You say you can't add domain users to the local Administrators group. Is this pc configured to join the domain? If not, you can't add a domain account to it's local groups. Once you configure the pc to join the domain, the default location for that it will look to when adding users to local groups will be the domain.

Hope that helps. Write back if you have any more questions.

Glen

Hello, Glen. Yes, sorry for the incorrect terminology. I am obviously in a learning stage. Thanks for the clarification, as I have a better understanding now.

Per the issue at hand, the computer WAS configured for the domain (under My Computer, Computer Name tab). Strangely, today the Select Users or Groups window DOES show the domain now. The From This Location reads "ourdomain.local" However, when I enter the person's account F.LLLLL (first.lastname) and click Check Names, it says "Windows cannot process the object with the name XXXXX because of the following error: The specified domain either does not exist or could not be contacted". Bizarre as it is, the XXXXX -IS- indeed the user's full name! So, it must have contacted the domain. Moreover, if I click the Locations button, I do see "ourdomain.local" under the Entire Directory heirarchy.

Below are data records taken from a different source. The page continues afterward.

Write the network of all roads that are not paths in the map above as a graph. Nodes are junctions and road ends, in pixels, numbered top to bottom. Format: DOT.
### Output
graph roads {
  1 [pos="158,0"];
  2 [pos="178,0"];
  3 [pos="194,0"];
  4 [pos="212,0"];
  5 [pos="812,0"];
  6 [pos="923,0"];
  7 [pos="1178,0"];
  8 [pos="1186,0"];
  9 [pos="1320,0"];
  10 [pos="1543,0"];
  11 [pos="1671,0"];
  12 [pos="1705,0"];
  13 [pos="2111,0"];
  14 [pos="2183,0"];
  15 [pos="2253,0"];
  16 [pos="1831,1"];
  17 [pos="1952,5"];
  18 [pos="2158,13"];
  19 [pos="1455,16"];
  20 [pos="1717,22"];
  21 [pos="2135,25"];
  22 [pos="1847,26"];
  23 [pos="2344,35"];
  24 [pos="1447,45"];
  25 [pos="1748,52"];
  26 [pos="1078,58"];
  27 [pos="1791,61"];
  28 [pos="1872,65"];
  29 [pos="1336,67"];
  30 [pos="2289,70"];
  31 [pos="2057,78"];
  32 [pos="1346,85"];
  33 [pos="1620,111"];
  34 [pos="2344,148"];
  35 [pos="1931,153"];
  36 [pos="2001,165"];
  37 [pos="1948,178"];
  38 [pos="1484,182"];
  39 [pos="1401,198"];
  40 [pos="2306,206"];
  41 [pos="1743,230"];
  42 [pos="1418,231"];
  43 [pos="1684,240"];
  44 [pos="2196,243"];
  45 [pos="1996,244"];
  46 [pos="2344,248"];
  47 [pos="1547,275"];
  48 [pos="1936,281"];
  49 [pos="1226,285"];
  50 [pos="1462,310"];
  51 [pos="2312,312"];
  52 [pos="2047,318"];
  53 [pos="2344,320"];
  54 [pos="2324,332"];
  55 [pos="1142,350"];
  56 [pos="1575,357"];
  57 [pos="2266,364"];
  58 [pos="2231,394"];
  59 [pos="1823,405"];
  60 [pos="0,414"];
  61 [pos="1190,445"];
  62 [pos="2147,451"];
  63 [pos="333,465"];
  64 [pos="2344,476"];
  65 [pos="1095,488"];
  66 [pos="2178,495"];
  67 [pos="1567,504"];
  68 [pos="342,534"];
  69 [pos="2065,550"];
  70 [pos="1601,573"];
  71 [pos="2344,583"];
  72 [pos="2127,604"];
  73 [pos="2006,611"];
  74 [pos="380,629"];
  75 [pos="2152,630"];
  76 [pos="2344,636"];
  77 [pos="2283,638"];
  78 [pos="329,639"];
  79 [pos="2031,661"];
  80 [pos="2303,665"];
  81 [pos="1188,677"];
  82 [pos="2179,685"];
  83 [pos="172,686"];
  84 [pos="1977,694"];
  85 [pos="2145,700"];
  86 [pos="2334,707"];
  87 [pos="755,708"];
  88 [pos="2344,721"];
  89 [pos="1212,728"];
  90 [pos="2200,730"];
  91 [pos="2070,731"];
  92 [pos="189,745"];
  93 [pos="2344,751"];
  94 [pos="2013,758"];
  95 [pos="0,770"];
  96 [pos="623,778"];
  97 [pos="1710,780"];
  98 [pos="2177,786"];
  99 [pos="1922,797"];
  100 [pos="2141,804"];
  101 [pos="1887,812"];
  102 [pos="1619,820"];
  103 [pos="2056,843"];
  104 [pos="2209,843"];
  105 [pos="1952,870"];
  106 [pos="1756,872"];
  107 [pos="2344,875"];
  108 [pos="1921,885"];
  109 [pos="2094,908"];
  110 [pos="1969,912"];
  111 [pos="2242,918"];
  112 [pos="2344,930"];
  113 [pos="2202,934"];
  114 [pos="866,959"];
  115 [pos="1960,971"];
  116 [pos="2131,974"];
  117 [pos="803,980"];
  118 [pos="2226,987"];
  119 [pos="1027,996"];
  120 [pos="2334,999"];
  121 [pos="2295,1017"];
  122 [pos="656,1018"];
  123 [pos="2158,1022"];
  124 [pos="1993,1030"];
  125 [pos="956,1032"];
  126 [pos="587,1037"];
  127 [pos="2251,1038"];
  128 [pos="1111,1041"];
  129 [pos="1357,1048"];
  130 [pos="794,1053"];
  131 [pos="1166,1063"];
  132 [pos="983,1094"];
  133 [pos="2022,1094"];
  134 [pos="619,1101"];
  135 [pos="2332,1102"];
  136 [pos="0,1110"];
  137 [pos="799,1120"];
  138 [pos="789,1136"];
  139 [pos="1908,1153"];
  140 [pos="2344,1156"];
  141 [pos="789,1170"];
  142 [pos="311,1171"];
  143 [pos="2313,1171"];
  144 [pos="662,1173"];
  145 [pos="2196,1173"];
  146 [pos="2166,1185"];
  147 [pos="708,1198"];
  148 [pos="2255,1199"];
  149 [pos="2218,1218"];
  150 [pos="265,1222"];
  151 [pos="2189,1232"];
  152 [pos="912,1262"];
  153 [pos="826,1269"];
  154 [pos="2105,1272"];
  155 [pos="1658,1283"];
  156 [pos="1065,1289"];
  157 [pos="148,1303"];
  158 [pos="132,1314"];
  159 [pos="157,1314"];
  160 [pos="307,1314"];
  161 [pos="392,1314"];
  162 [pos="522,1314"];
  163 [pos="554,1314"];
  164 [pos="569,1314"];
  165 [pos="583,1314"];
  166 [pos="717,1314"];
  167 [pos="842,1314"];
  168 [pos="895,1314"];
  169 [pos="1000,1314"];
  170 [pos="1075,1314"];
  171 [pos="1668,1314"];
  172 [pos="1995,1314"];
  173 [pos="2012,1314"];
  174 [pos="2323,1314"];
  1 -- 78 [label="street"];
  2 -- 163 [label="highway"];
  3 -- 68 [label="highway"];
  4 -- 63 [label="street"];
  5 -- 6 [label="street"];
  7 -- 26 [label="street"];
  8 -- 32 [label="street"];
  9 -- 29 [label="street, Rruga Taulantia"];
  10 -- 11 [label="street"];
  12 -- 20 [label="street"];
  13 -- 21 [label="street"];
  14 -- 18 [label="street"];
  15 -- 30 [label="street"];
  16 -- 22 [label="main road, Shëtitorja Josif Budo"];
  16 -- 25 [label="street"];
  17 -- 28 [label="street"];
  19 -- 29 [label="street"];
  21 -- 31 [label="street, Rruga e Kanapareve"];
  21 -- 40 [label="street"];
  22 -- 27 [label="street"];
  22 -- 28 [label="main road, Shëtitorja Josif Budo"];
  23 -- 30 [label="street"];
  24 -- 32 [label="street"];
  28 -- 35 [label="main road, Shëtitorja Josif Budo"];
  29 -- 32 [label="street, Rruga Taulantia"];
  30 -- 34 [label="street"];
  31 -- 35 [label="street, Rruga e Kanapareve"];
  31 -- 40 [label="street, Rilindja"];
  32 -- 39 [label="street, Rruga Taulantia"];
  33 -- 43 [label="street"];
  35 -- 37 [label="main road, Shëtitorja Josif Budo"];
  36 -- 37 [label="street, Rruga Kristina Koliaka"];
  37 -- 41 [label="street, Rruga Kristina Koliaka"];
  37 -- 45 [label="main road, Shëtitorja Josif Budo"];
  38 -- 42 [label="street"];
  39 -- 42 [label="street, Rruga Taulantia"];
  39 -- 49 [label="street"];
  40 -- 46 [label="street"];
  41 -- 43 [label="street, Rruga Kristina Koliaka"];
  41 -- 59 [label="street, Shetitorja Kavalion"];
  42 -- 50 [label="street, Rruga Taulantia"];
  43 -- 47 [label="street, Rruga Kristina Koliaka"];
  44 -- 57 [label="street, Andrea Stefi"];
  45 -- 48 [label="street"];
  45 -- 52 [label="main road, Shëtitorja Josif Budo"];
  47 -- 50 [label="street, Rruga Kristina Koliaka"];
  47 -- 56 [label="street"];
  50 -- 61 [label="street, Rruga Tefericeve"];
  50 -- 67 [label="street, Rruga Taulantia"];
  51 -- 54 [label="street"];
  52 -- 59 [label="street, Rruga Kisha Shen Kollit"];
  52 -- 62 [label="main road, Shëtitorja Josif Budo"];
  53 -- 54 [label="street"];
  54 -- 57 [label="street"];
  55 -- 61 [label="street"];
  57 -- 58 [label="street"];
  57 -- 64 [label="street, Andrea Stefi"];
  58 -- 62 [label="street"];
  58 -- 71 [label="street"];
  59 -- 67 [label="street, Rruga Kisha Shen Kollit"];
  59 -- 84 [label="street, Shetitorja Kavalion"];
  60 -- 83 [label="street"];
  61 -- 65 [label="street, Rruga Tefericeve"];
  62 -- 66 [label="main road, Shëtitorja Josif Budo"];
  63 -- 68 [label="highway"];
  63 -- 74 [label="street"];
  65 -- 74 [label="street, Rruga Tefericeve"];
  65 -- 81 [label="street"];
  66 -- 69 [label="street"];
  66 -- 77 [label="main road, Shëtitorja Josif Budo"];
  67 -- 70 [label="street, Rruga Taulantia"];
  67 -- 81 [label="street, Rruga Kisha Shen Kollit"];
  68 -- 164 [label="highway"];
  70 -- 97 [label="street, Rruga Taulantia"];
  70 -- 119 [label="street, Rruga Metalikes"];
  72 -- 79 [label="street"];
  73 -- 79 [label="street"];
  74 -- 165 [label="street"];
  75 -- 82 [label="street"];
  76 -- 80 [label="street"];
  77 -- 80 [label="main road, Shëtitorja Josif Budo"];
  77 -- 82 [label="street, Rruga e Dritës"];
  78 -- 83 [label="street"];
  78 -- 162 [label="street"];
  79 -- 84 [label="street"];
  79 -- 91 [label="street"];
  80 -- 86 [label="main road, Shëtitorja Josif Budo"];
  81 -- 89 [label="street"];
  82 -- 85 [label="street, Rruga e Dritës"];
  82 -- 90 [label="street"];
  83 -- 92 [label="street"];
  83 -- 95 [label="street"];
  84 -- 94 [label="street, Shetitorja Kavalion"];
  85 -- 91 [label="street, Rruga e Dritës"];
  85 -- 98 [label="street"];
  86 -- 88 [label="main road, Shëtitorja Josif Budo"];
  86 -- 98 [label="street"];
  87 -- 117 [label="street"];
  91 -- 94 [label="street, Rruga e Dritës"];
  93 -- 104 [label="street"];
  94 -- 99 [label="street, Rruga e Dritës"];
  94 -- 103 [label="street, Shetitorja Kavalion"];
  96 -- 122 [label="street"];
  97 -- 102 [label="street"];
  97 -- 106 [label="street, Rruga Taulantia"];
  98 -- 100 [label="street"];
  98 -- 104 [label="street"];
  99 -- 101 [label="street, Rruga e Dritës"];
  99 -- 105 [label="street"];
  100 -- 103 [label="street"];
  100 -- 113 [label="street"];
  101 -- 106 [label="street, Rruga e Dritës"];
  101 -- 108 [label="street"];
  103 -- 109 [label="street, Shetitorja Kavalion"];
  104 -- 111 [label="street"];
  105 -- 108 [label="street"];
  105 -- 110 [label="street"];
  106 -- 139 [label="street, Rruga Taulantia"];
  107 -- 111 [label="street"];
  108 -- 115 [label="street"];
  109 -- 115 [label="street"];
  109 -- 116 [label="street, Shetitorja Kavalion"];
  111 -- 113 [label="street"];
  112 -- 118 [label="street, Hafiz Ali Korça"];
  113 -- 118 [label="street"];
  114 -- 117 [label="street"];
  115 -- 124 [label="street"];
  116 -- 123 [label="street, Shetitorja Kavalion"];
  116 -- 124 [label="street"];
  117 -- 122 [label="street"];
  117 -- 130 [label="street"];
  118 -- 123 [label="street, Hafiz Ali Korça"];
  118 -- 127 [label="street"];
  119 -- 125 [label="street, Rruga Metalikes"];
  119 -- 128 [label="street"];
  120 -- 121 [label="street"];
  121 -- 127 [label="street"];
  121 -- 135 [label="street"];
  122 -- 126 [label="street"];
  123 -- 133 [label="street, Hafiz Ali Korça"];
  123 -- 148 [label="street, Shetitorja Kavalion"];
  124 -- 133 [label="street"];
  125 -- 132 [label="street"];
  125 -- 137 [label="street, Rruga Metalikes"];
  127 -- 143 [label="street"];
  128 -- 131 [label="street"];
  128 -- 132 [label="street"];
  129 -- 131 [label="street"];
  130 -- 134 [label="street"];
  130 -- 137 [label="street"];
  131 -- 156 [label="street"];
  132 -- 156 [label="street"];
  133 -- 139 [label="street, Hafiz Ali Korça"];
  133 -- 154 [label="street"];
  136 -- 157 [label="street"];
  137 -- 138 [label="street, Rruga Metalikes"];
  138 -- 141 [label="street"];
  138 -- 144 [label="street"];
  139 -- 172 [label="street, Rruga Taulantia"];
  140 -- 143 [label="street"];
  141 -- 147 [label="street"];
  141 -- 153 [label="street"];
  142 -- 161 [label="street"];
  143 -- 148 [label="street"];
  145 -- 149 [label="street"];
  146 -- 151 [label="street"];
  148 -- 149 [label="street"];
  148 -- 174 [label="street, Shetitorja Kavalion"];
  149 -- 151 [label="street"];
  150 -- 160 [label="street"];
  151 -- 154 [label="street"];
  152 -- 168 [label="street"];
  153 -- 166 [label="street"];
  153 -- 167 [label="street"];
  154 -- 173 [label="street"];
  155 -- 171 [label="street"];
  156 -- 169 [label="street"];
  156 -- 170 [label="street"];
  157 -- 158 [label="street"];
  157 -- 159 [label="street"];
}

What next?! Thanks for your direction.

UPDATE!

I logged into the client PC as administrator and chose the domain (versus logging into the local machine).

On the client PC, I went to System Props and, this time, clicked the Network ID button to launch the wizard. As it walked me through the steps, I was prompted for an account that had priveledges (even though I was already logged in as the Administrator of the domain), so I re-entered the admin's login info and continued. It told me that the client pc was not part of the domain (even though it is configured on the domain).

Finally, I arrived at a prompt labeled "User Account" stating "Adding a user to this computer grants the user access to all the resources on this computer and to all shared resources on the network." Choices were "add the following user" and "do not add user at this time". I chose "Add user" and entered the user's account info and the domain name. It then prompted me for the user's Access Level.

So, this looks like what I wanted, but could not do manually. I will follow up once this completes and is working without incidence...

Follow-up: I confirmed that the domain account was added to "Power Users" group on the client pc as "ourdomain\f.lllll"

This access level, however, cannot run Windows Update. Any ideas on how to get around this? I don't prefer the user to have admin-level clearance to the client machine, if possible.

Thank you.

Quite the ordeal here. You may want to add this computer to a Workgroup, thus taking it off the domain, then add it back to the domain to clean things up.

But, if that is working, you'll need to add the domain account to the Administrators group, just like you did to the Power Users group. Power Users is powerful but still not an Admin. Try that and it should work.

Then again, with your luck - maybe not. ;)

Actually, in the interim of receiving your recent reply, I chose "Adminstrator" when it prompted me for the user's Access Level.

The only thing that worries me is the wording on the Access Level selection window/step. In the list of choices, Power Users clearly refers to the local machine only. However, the Administrator choice is worded in such a way that I am concerned the user would have Admin priveledges in the Domain .. when I only want the person to be the Admin of their own pc.

What's your take on that? Again, it's merely the wording that is eluding.

Thanks!

There is no need to worry about your local user having admin rights. If you are looking for an alternative to adding a local user check out this article:

http://www.mcpmag.com/columns/article.asp?EditorialsID=614

I haven't really been able to get it to work consistently but maybe you'll have better luck.